(Material to process)

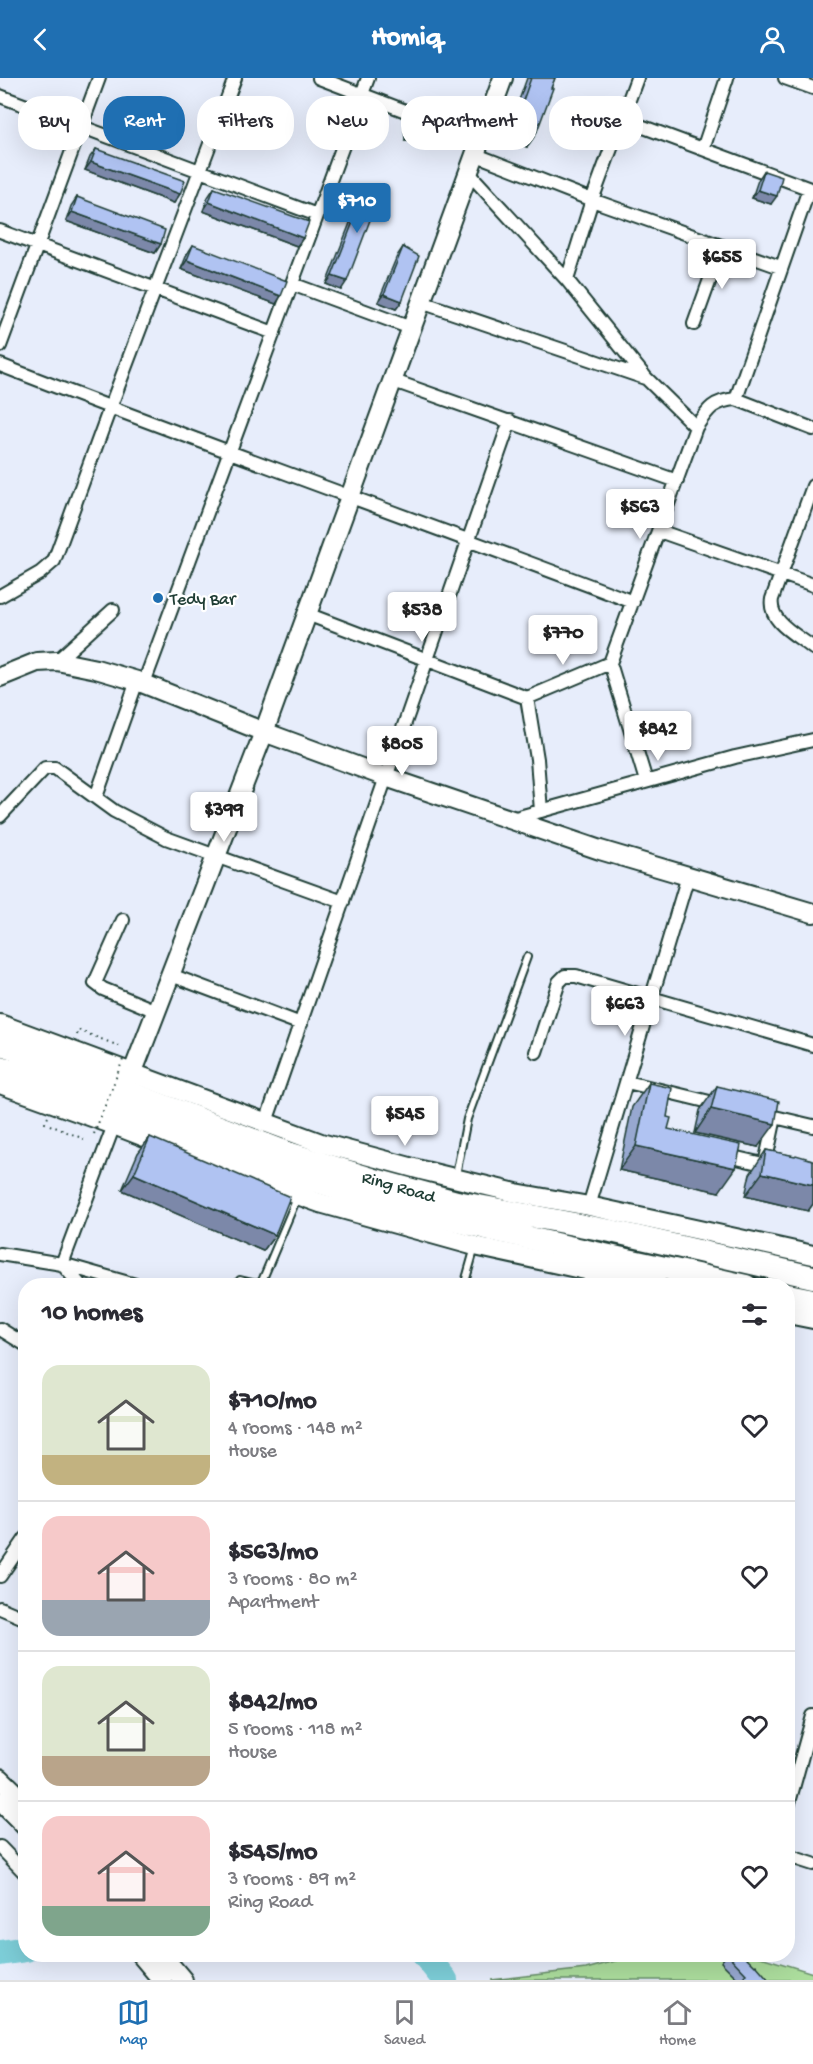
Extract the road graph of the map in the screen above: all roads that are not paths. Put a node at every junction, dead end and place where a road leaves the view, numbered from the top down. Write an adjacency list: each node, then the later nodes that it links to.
1 (99, 78): 14 (street)
2 (235, 78): 24 (street)
3 (319, 78): 10 (street)
4 (368, 78): 10 (street)
5 (503, 78): 12 (street)
6 (637, 78): 13 (street)
7 (727, 78): 19 (street)
8 (785, 78): 9 (street)
9 (813, 88)
10 (362, 95): 16 (street); 28 (street)
11 (0, 96): 15 (street)
12 (496, 96)
13 (630, 96)
14 (91, 101)
15 (18, 103)
16 (401, 112)
17 (643, 126): 19 (street)
18 (91, 130): 24 (street)
19 (703, 149): 26 (street)
20 (73, 150): 30 (street)
21 (476, 150): 25 (street)
22 (486, 150): 27 (street)
23 (610, 150): 27 (street)
24 (200, 171): 28 (street); 35 (street)
25 (468, 172): 33 (street); 36 (street)
26 (811, 190): 32 (street)
27 (592, 200): 31 (street); 33 (street)
28 (317, 215): 34 (street)
29 (0, 231): 30 (street)
30 (38, 244): 35 (street); 40 (street)
31 (722, 246): 32 (street); 37 (street)
32 (780, 267): 44 (street)
33 (567, 280): 42 (street)
34 (292, 284): 38 (street); 39 (street)
35 (155, 288): 39 (street); 45 (street)
36 (421, 302): 38 (street); 42 (street)
37 (694, 324)
38 (411, 328): 43 (street)
39 (274, 333): 49 (street)
40 (0, 346)
41 (0, 364): 45 (street)
42 (646, 378): 47 (street)
43 (391, 380): 46 (street); 52 (street)
44 (736, 399): 47 (street); 48 (street)
45 (110, 408): 49 (street); 57 (street)
46 (510, 421): 50 (street); 54 (street)
47 (696, 427): 50 (street)
48 (813, 429)
49 (230, 451): 52 (street); 66 (street)
50 (677, 481): 53 (street)
51 (813, 486): 55 (street)
52 (350, 496): 54 (street); 60 (street)
53 (659, 531): 55 (street); 58 (street)
54 (468, 539): 58 (street); 62 (street)
55 (781, 574): 56 (street); 61 (street)
56 (813, 585)
57 (0, 596)
58 (633, 602): 64 (street)
59 (113, 609): 63 (street)
60 (307, 614): 62 (street); 68 (street)
61 (813, 648)
62 (426, 660): 67 (street); 70 (street)
63 (57, 661): 65 (street); 66 (street)
64 (610, 663): 67 (street); 71 (street)
65 (0, 677)
66 (140, 682): 68 (street); 72 (street)
67 (527, 698): 73 (street)
68 (264, 732): 70 (street); 76 (street)
69 (813, 740): 71 (street)
70 (386, 777): 75 (street); 78 (street)
71 (646, 781): 73 (street)
72 (96, 797): 74 (street); 76 (street)
73 (542, 811): 75 (street)
74 (0, 816)
75 (512, 819): 77 (street)
76 (216, 856): 78 (street); 82 (street)
77 (688, 876): 79 (street); 83 (street)
78 (343, 902): 87 (street)
79 (813, 913)
80 (123, 920): 84 (street)
81 (526, 957): 105 (lane)
82 (171, 975): 84 (street); 87 (street)
83 (652, 999): 89 (street); 91 (street); 94 (street)
84 (156, 1011): 93 (street)
85 (0, 1014): 90 (street)
86 (0, 1024): 90 (street)
87 (301, 1024): 99 (street)
88 (0, 1043): 112 (highway, Ring Road)
89 (813, 1045)
90 (68, 1050): 93 (street)
91 (536, 1052)
92 (0, 1067): 118 (highway, Ring Road)
93 (132, 1074): 99 (street)
94 (627, 1082): 96 (street); 107 (street)
95 (0, 1084): 100 (street)
96 (729, 1106)
97 (752, 1112): 98 (street)
98 (775, 1117): 101 (street); 103 (street)
99 (266, 1122): 105 (street)
100 (114, 1125): 106 (street); 111 (street)
101 (813, 1126)
102 (711, 1152): 103 (street)
103 (765, 1164): 104 (street)
104 (784, 1169)
105 (456, 1179): 107 (street)
106 (298, 1195): 108 (street); 115 (lane)
107 (589, 1206): 110 (street)
108 (475, 1246): 116 (lane); 117 (street)
109 (0, 1254): 111 (street)
110 (813, 1255)
111 (62, 1264): 113 (street); 114 (street)
112 (813, 1277)
113 (74, 1278)
114 (112, 1278)
115 (263, 1278)
116 (466, 1278)
117 (588, 1278)
118 (709, 1278)
119 (795, 1296): 120 (highway)
120 (813, 1300)
121 (795, 1315): 122 (street)
122 (813, 1319)
123 (0, 1329): 124 (street)
124 (18, 1340)
125 (18, 1550): 126 (street)
126 (0, 1576)
127 (0, 1608): 128 (street)
128 (18, 1616)
129 (813, 1716): 130 (street)
130 (807, 1765): 132 (street)
131 (0, 1778): 133 (street)
132 (795, 1791)
133 (18, 1795)
134 (0, 1802): 135 (street)
135 (18, 1819)
136 (0, 1847): 139 (street)
137 (795, 1858): 138 (street)
138 (813, 1864)
139 (18, 1866)
140 (147, 1962): 142 (street)
141 (168, 1962): 143 (street)
142 (162, 1980)
143 (183, 1980)

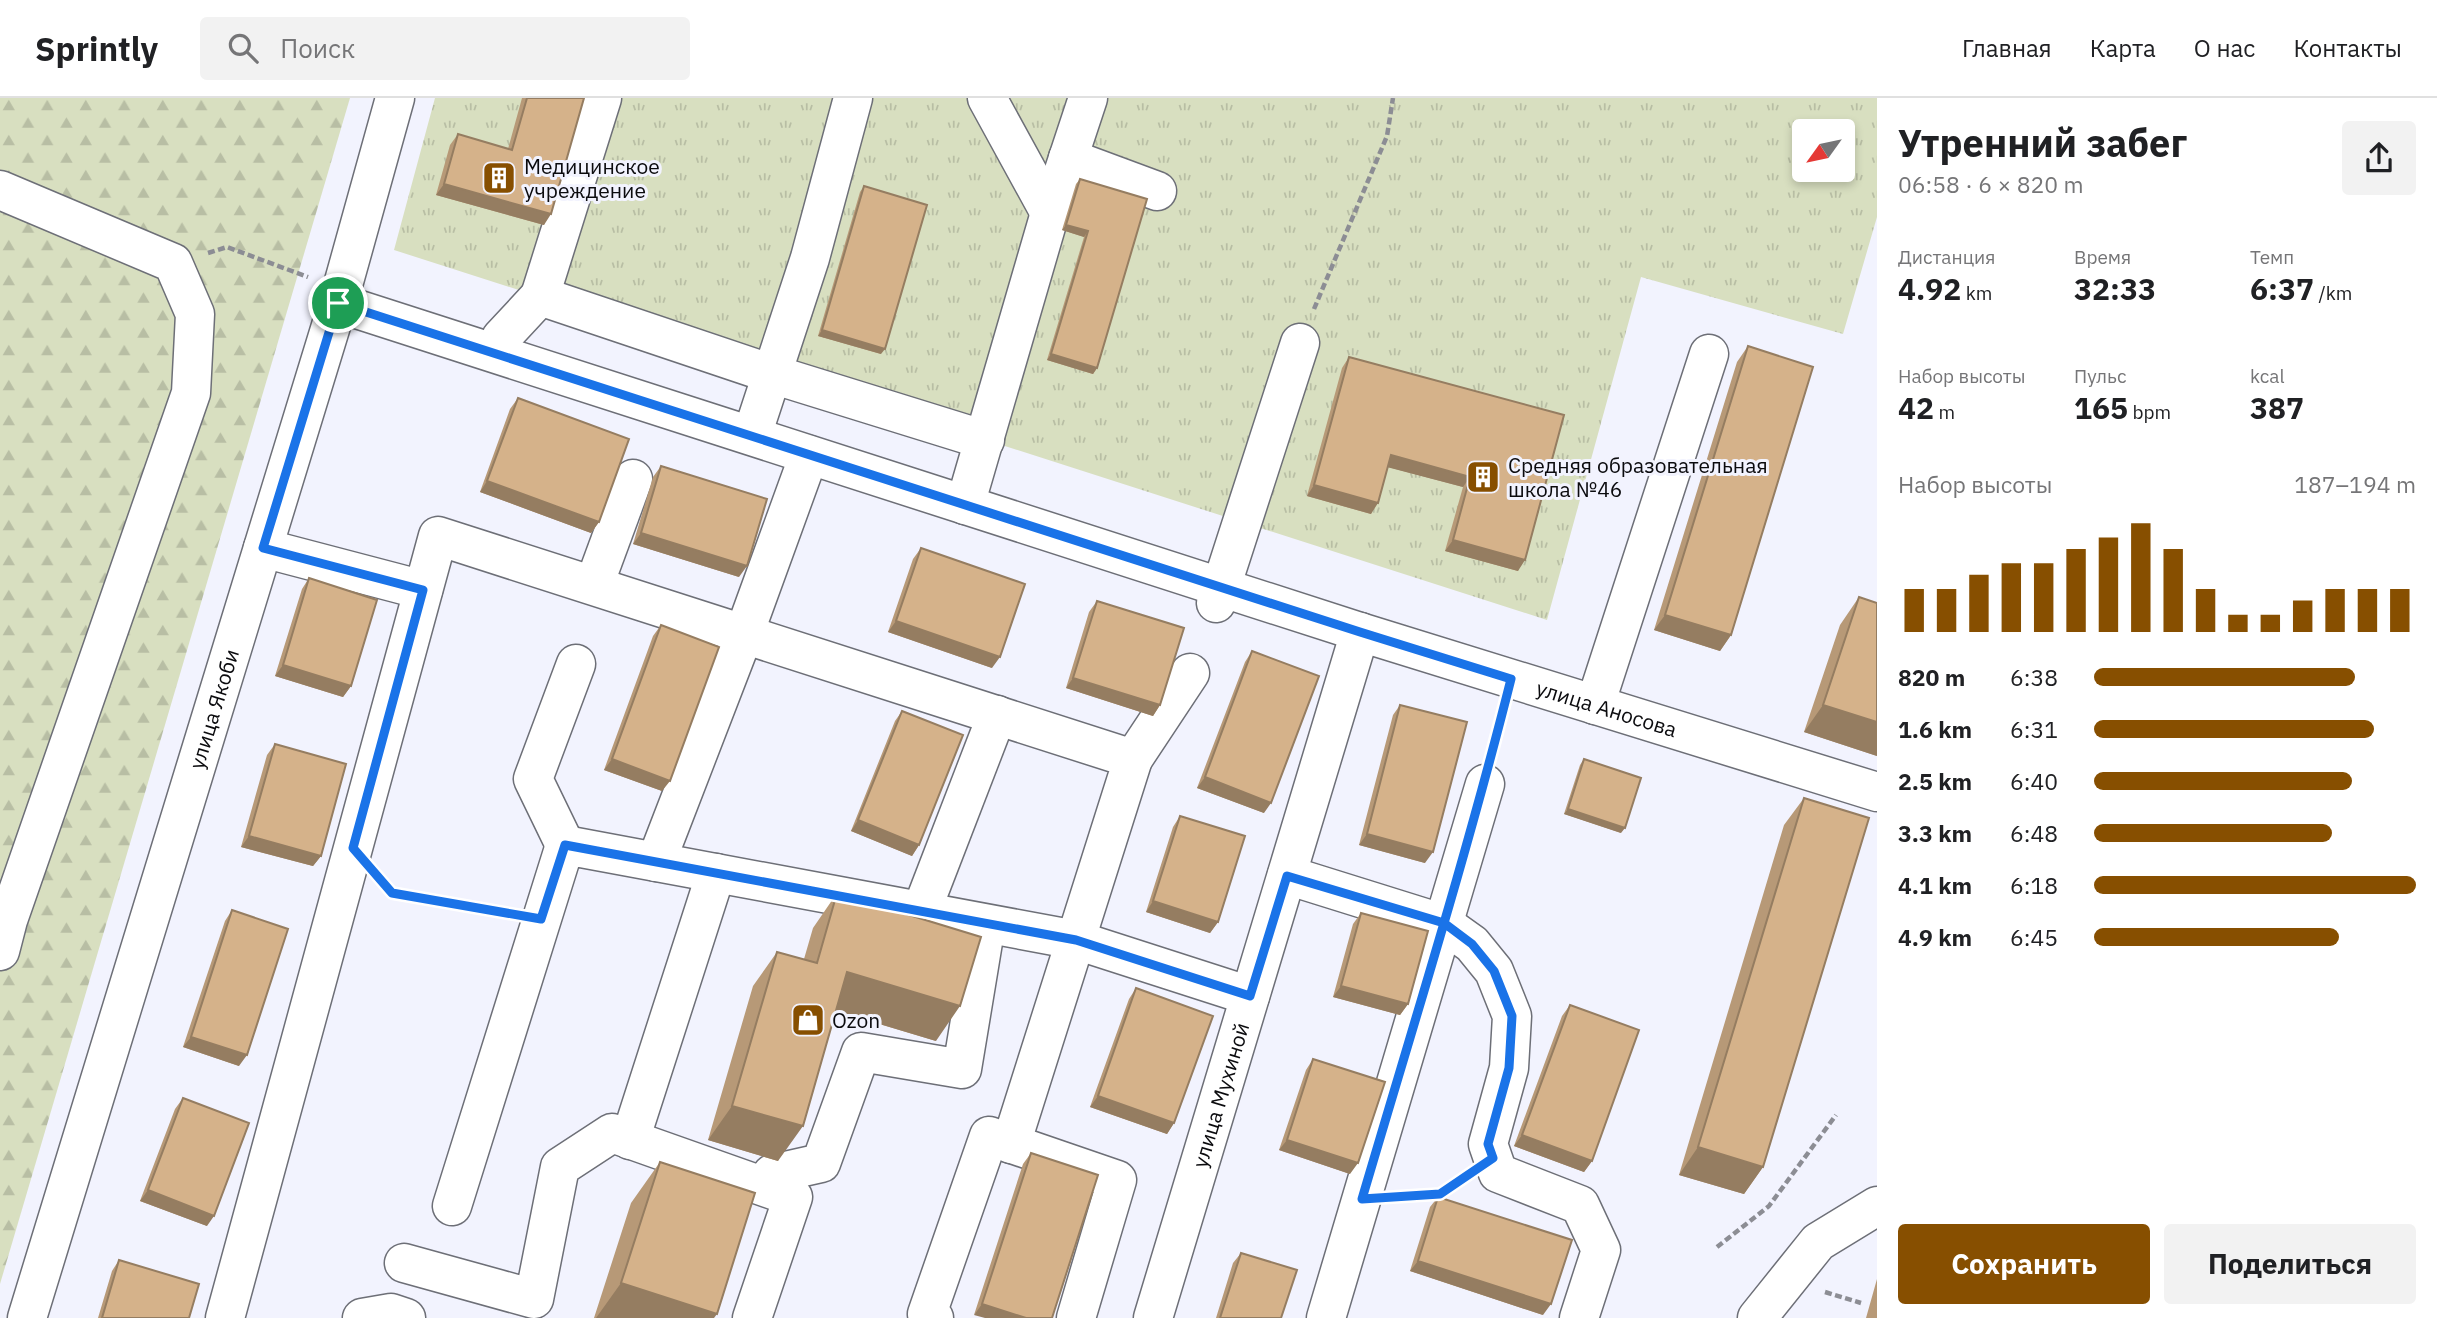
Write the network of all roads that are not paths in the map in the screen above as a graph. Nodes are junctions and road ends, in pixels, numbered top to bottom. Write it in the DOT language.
graph roads {
  1 [pos="395,98"];
  2 [pos="602,98"];
  3 [pos="853,98"];
  4 [pos="987,98"];
  5 [pos="1088,98"];
  6 [pos="1068,158"];
  7 [pos="0,190"];
  8 [pos="1157,191"];
  9 [pos="1050,213"];
  10 [pos="329,292"];
  11 [pos="540,296"];
  12 [pos="501,338"];
  13 [pos="1300,344"];
  14 [pos="1709,354"];
  15 [pos="772,374"];
  16 [pos="756,423"];
  17 [pos="985,440"];
  18 [pos="809,454"];
  19 [pos="633,479"];
  20 [pos="965,505"];
  21 [pos="263,548"];
  22 [pos="594,586"];
  23 [pos="423,590"];
  24 [pos="1218,595"];
  25 [pos="1360,632"];
  26 [pos="744,634"];
  27 [pos="576,664"];
  28 [pos="1190,673"];
  29 [pos="1595,705"];
  30 [pos="997,715"];
  31 [pos="1133,759"];
  32 [pos="1485,784"];
  33 [pos="1877,792"];
  34 [pos="565,845"];
  35 [pos="656,862"];
  36 [pos="716,873"];
  37 [pos="1287,876"];
  38 [pos="921,912"];
  39 [pos="986,923"];
  40 [pos="1444,923"];
  41 [pos="1076,940"];
  42 [pos="0,951"];
  43 [pos="1250,996"];
  44 [pos="630,1140"];
  45 [pos="1011,1144"];
  46 [pos="772,1174"];
  47 [pos="452,1206"];
  48 [pos="1877,1206"];
  49 [pos="404,1263"];
  50 [pos="27,1318"];
  51 [pos="225,1318"];
  52 [pos="362,1318"];
  53 [pos="406,1318"];
  54 [pos="752,1318"];
  55 [pos="934,1318"];
  56 [pos="1076,1318"];
  57 [pos="1153,1318"];
  58 [pos="1326,1318"];
  59 [pos="1579,1318"];
  60 [pos="1757,1318"];
  1 -- 10 [label="street, улица Якоби"];
  2 -- 11 [label="street"];
  3 -- 15 [label="street"];
  4 -- 9 [label="street"];
  5 -- 6 [label="street"];
  6 -- 8 [label="street"];
  6 -- 9 [label="street"];
  7 -- 42 [label="street"];
  9 -- 17 [label="street"];
  10 -- 18 [label="street, улица Аносова"];
  10 -- 21 [label="street, улица Якоби"];
  11 -- 12 [label="street"];
  11 -- 15 [label="street"];
  13 -- 24 [label="street"];
  14 -- 29 [label="street"];
  15 -- 16 [label="street"];
  15 -- 17 [label="street"];
  17 -- 20 [label="street"];
  18 -- 20 [label="street, улица Аносова"];
  18 -- 26 [label="street"];
  19 -- 22 [label="street"];
  20 -- 24 [label="street, улица Аносова"];
  21 -- 23 [label="street"];
  21 -- 50 [label="street, улица Якоби"];
  22 -- 23 [label="street"];
  22 -- 26 [label="street"];
  23 -- 51 [label="street"];
  24 -- 25 [label="street, улица Аносова"];
  25 -- 29 [label="street, улица Аносова"];
  25 -- 37 [label="street, улица Мухиной"];
  26 -- 30 [label="street"];
  26 -- 35 [label="street"];
  27 -- 34 [label="street"];
  28 -- 31 [label="street"];
  29 -- 33 [label="street, улица Аносова"];
  30 -- 31 [label="street"];
  30 -- 38 [label="street"];
  31 -- 41 [label="street"];
  32 -- 40 [label="street"];
  34 -- 35 [label="street"];
  34 -- 47 [label="street"];
  35 -- 36 [label="street"];
  36 -- 38 [label="street"];
  36 -- 44 [label="street"];
  37 -- 40 [label="street"];
  37 -- 43 [label="street, улица Мухиной"];
  38 -- 39 [label="street"];
  39 -- 41 [label="street"];
  39 -- 46 [label="street"];
  40 -- 58 [label="street"];
  40 -- 59 [label="street"];
  41 -- 43 [label="street"];
  41 -- 45 [label="street"];
  43 -- 57 [label="street, улица Мухиной"];
  44 -- 49 [label="street"];
  44 -- 54 [label="street"];
  45 -- 55 [label="street"];
  45 -- 56 [label="street"];
  48 -- 60 [label="street"];
  52 -- 53 [label="street"];
}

(Activity) Scan the material above for the word "Мухиной". Copy each line where it occurs.

(Task result)
  25 -- 37 [label="street, улица Мухиной"];
  37 -- 43 [label="street, улица Мухиной"];
  43 -- 57 [label="street, улица Мухиной"];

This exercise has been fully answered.